Lalu, benarkah semua tendangan ‘bola’ itu hanya akan berhenti pada persoalan Liga Primer, Liga Super, Nurdin dan PSSI, atau itukah arena lain dendam kesumat dari Keluarga Arifin dan Keluarga Bakrie ?.


Faktor Sudharmono dan Ginanjar

Arifin Panigoro dan Aburizal Bakrie alias Ical adalah dua pengusaha yang tumbuh besar sejak Soeharto membentuk Tim Keppres 10, 23 Januari 1980.

Tim itu diketuai oleh mendiang Sudharmono dan Ginanjar Kartasasmita duduk sebagai salah satu anggota tim.

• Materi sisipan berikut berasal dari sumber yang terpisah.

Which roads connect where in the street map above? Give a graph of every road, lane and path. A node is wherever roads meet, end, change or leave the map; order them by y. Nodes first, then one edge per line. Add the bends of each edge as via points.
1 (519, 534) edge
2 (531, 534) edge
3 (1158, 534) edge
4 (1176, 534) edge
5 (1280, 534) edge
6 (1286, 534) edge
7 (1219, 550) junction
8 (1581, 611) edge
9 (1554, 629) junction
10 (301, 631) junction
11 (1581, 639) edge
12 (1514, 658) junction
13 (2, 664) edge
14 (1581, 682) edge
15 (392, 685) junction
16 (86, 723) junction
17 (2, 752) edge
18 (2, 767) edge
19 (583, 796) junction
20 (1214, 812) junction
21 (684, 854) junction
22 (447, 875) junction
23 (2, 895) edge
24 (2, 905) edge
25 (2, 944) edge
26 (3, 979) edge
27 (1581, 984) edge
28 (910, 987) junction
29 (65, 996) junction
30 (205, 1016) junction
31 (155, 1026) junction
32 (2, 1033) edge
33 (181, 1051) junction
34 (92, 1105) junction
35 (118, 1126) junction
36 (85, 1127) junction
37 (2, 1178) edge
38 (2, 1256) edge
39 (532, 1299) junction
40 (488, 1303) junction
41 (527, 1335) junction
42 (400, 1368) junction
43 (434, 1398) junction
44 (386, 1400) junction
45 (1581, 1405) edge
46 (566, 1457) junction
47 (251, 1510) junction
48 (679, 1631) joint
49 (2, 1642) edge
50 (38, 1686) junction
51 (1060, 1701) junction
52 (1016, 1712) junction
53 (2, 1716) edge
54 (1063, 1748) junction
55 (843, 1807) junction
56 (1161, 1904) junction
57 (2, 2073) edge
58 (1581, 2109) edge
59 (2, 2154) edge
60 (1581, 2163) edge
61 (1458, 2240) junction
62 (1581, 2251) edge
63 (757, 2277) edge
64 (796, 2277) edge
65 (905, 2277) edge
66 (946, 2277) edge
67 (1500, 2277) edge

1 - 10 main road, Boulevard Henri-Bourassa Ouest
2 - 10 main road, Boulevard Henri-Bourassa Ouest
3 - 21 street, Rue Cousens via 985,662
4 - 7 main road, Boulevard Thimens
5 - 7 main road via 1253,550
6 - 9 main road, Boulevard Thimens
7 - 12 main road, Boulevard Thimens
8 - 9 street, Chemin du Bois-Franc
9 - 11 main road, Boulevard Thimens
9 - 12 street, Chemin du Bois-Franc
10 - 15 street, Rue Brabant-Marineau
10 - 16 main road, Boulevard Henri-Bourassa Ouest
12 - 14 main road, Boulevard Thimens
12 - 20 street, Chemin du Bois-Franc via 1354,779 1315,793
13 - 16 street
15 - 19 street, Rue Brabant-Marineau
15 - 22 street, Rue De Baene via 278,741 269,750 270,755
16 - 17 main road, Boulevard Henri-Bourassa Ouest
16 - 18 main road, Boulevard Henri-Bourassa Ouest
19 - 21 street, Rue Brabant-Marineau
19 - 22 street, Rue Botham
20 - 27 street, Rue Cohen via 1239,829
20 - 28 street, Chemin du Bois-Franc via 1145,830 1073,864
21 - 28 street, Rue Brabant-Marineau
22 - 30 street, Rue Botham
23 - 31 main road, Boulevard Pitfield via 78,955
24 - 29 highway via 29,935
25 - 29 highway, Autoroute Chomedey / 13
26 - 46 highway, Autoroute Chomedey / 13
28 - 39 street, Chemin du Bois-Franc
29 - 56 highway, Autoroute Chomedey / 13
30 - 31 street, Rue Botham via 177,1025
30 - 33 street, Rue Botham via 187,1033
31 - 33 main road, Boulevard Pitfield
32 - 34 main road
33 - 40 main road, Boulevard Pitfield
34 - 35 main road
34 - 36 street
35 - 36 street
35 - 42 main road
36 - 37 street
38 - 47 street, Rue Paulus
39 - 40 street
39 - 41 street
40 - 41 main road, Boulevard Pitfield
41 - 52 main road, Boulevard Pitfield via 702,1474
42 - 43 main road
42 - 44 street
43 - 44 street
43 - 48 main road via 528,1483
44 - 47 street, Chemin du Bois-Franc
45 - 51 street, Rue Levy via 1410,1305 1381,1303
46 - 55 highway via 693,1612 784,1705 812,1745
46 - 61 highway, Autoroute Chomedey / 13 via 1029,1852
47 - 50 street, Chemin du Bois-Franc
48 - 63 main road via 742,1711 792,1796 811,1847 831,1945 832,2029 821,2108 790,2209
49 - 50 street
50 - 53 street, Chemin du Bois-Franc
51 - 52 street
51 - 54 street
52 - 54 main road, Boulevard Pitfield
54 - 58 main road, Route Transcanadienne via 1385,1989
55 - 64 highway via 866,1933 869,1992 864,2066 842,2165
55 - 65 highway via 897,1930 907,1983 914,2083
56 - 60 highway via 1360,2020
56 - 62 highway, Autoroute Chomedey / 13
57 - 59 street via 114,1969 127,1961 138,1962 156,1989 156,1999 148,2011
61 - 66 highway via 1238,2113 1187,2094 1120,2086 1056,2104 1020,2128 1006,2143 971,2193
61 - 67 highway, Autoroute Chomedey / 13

Oleh Soeharto pembentukan tim itu dimaksudkan untuk menumbuhkan pengusaha pribumi dengan antara lain mengalokasikan sejumlah proyek non departemen bernilai di atas Rp 500 juta. Sekretariat Negara di bawah Sudharmono lantas ditunjuk sebagai penanggungjawab keberhasilan program tersebut.

Lewat tim itulah sejumlah pengusaha muda pribumi kemudian banyak mendapat prioritas. Ical, Arifin Jusuf Kalla, Iman Taufik, Fadel Muhammad, dan Agus Kartasasmita adalah beberapa pengusaha yang banyak ‘berhubungan’ dengan Tim Keppres 10.

Hubungan mereka dengan Sudharmono dan Ginanjar, sejak itu lantas menjadi seperti hubungan bapak-anak. Sudharmono mengenal mereka sebagai pengusaha-pengusaha pribumi yang profesional, sementara para pengusaha itu menganggap Sudharmono sebagai tokoh yang bersih, kendati loyal kepada Soeharto dan berada di lingkaran
kekuasaan.

Kini, dua dari pengusaha yang disusui oleh Orde Baru itu yakni Ical dan Arifin terlibat perseteruan panjang.

Arifin adalah salah satu raja minyak yang cukup terkenal terutama sejak reformasi dan Ical adalah salah satu orang terkaya di Indonesia. Arifin pemilik kerajaan bisnis Grup Medco dan Ical pemilik kerajaan bisnis Grup Bakrie.


November tahun lalu, Arifin gagal menjual salah satu anak bisnisnya ke Pertamina karena [terutama] Golkar yang dikendalikan Ical menjegal rencana penjualan itu melalui orang-orangnya di Senayan.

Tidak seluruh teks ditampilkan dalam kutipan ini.